4) Elvis Presley – Blue Moon
How do you pick just one slapback echo song? How about start with the first. Although slapback echo was heard as far back as 1952 (I believe), this song is the first to have it on the vocals, which were usually pretty dry and up front. Leave it to ol’ Sam Phillips to pioneer the technique here in a song that “features what was soon to become a defining production characteristic of rock n’ roll music: the reverberant, echoic lead vocal” (Peter Doyle).
3) Phil Collins – In the Air Tonight
This is probably my personal favorite as far as vocal quality, tone, character, and effects go. Every time you get to 2:38, it’s new and fresh. You’re always wishing there was more. Phil Collins is in his prime here, and the added reverb and echo on his voice just draws you in like no other. If you want to talk about atmosphere, start with this song.
2) Peter Frampton – Do You Feel Like I Do
It’s this easy: has there ever been a song where the audience gets more excited about a vocal sound than this? I think not. Even thought the first seven minutes are awesome (and seriously, his guitar solo is great), you know you’re just waiting for him to do his thing. Frampton rocked the Talk Box so hard that everyone pretty much just stays away from it (for the most part *cough….Bon Jovi). Forget “Show Me the Way”, this song has the excitement that 35+ years later can’t be matched. And what I especially like is that he doesn’t just use it as a gimmick, he really connects with people, with the music. Did I mention this is an underrated song?

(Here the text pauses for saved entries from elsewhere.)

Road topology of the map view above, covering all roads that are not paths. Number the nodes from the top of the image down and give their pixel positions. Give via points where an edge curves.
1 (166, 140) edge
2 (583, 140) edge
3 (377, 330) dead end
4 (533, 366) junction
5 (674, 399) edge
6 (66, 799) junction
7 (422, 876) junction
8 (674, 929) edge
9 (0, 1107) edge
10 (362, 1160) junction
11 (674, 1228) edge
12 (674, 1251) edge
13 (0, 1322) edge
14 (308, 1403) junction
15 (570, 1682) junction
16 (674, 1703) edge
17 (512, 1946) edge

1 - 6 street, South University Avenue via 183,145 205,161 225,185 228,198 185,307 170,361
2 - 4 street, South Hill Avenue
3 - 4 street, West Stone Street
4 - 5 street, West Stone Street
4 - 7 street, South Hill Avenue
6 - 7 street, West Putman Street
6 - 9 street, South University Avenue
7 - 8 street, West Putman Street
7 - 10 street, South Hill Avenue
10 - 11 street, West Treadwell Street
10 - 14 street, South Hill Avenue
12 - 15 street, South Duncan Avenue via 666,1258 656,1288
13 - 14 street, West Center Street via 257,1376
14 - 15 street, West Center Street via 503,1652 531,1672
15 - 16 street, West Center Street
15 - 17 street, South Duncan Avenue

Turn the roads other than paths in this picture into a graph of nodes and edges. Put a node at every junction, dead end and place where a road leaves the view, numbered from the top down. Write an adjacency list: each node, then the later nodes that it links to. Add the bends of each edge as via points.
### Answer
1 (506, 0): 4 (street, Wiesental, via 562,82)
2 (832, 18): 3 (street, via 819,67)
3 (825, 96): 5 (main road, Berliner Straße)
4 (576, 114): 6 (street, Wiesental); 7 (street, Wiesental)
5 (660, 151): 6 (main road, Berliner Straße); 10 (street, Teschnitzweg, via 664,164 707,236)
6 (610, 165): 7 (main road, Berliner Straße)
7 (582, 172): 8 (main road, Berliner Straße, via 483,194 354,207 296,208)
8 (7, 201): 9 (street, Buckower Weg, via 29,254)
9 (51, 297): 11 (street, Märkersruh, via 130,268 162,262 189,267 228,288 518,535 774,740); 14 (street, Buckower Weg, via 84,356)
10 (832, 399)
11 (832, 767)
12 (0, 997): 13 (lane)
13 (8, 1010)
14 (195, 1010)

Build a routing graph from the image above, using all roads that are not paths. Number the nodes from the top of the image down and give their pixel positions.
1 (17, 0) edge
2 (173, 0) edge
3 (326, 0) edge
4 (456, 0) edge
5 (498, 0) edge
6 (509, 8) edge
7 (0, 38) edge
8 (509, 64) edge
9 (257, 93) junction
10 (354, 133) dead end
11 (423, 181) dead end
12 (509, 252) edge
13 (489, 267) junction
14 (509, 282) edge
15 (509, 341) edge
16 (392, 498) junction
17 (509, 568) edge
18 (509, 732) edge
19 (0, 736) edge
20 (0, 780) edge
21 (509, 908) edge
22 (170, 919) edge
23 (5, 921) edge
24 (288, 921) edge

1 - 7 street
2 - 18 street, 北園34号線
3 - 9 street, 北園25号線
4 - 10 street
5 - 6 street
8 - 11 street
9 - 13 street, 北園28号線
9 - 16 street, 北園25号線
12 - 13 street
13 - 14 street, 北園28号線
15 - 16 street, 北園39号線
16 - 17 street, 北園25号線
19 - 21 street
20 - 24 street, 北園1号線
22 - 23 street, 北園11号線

1) Imogen Heap – Hide and Seek
I know I’m going to get crap for this, but I’m sticking with it. No bandwagon here, this is just simply a vocal song in a league of its own. Yes, 40-year old Music Gear Forum Guy, the vocoder has been used before. We know. But don’t tell me it was ever used like this. This is another level. And I’m not talking about aesthetics here, either. It’s one thing to have a cool sound, but it’s another thing to make it emotional, personal, haunting. And interestingly enough, this wasn’t the result of a genius producer – it was pretty much a random “stumble upon” moment, as described in an interview with Electronic Musician:
“My favorite computer blew up on me, but I didn’t want to leave the studio without having done anything that day. I saw the [DigiTech Vocalist Workstation] on a shelf and just plugged it into my little 4-track MiniDisc with my mic and my keyboard and pressed Record. The first thing that I sang was those first few lines, “Where are we? What the hell is going on?” I set the vocalist to a four-note polyphony, so even if I play ten notes on the keyboard, it will only choose four of them. It’s quite nicely surprising when it comes back with a strange combination. When it gets really high in the second chorus, that’s a result of it choosing higher rather than low notes, so I ended up going even higher to compensate, above the chord. I recorded it in, like, four-and-a-half minutes, and it ended up on the album in exactly the structure of how it came out of me then. I love it because it doesn’t feel like my song. It just came out of nowhere, and I’m not questioning that one at all.”